As designers we are party in the process of designing the built environment. This however rarely takes place as a single act but is part of longer and wider process in the production of space and does not finish with the execution of any architectural design. Evidence of lives and events, past and present, inhabit the built fabric, often bringing with them value for those who occupy and use these spaces. Our appreciation of this is crucial in order to prevent its erasure. Likewise, our understanding of our role in the creation of future interfaces and an ongoing enrichment of the environment is vital. Connective architecture engages with these concerns, working deeply within place and across time.
An edge can be thought of as any point of interface where one entity ends and another starts. This very notion of edge implies fragility or vulnerability. In the similar way that physical edges are often prone to damage or are places where fracturing or failure of an entity begins, fringes or edges in a social, and economic sense share a similar fragility.
Alterations to such edges bring with them change not only to the edge itself but also to the entity with which it interfaces. In the example of coastal geology, alterations to defend a vulnerable cliff invariably shift fragility to a new location where there are no defences. This can be seen in aerial views of Rottingdean’s cliffs and coast. The addition of beach groynes disturb the natural movement of shingle and sand up and down the coastline, starving other of material to refresh that washed away and creating new locations for coastal vulnerability.

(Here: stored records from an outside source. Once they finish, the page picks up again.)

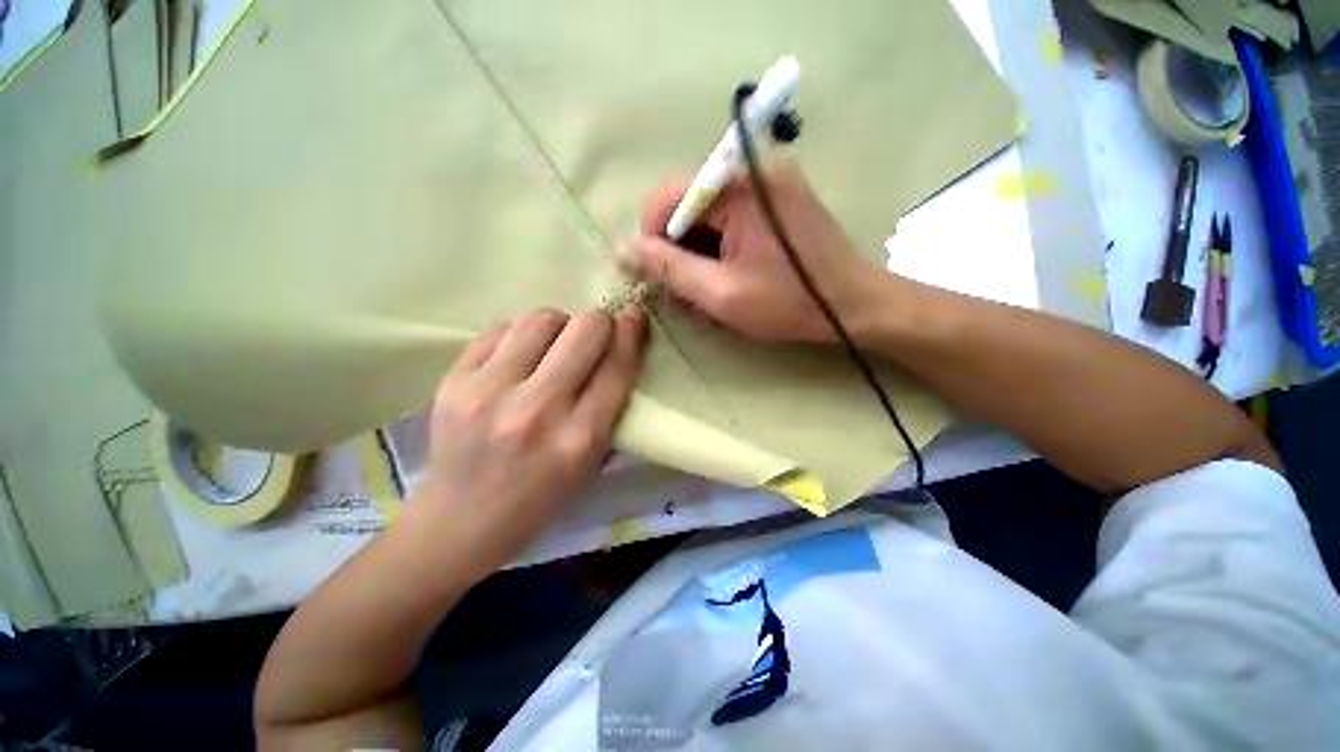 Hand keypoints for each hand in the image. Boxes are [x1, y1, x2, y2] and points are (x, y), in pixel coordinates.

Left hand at [410, 306, 646, 571]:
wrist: (460, 521)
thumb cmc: (540, 498)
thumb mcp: (593, 465)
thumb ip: (613, 409)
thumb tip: (621, 350)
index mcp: (579, 439)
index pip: (617, 367)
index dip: (631, 334)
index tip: (633, 318)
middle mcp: (538, 410)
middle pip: (584, 331)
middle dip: (599, 323)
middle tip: (594, 333)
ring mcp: (490, 392)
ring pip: (541, 319)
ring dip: (559, 325)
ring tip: (554, 345)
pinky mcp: (454, 382)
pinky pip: (501, 329)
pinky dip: (520, 335)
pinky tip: (520, 355)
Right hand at [618, 165, 881, 343]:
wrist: (856, 306)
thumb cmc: (790, 303)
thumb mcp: (721, 293)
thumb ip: (668, 269)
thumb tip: (620, 249)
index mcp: (739, 186)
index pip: (666, 198)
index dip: (651, 240)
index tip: (658, 280)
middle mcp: (751, 173)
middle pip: (686, 208)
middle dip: (677, 254)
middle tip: (687, 296)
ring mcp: (766, 187)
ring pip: (705, 220)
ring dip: (697, 259)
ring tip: (708, 296)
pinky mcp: (774, 205)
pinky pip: (728, 224)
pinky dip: (718, 254)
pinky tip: (726, 282)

Contrary to apparent logic, soft edges can be seen to be actually more resilient than new hard edges. Soft edges have capacity to reconfigure, adapt, adjust, reposition themselves, responding to changing conditions over time. As such they offer much potential for coastal geologies, and share affiliations with ideas of ‘informality’ and ‘incrementality’ in the design of the built environment. These shared concerns of responsiveness and interconnectedness, allied with community engagement and site specific approaches to design are the underpinning of connective architecture.
key themes: connective architecture; body and landscape; edge conditions; natural and social ecologies; resilience; time-sensitive architectures.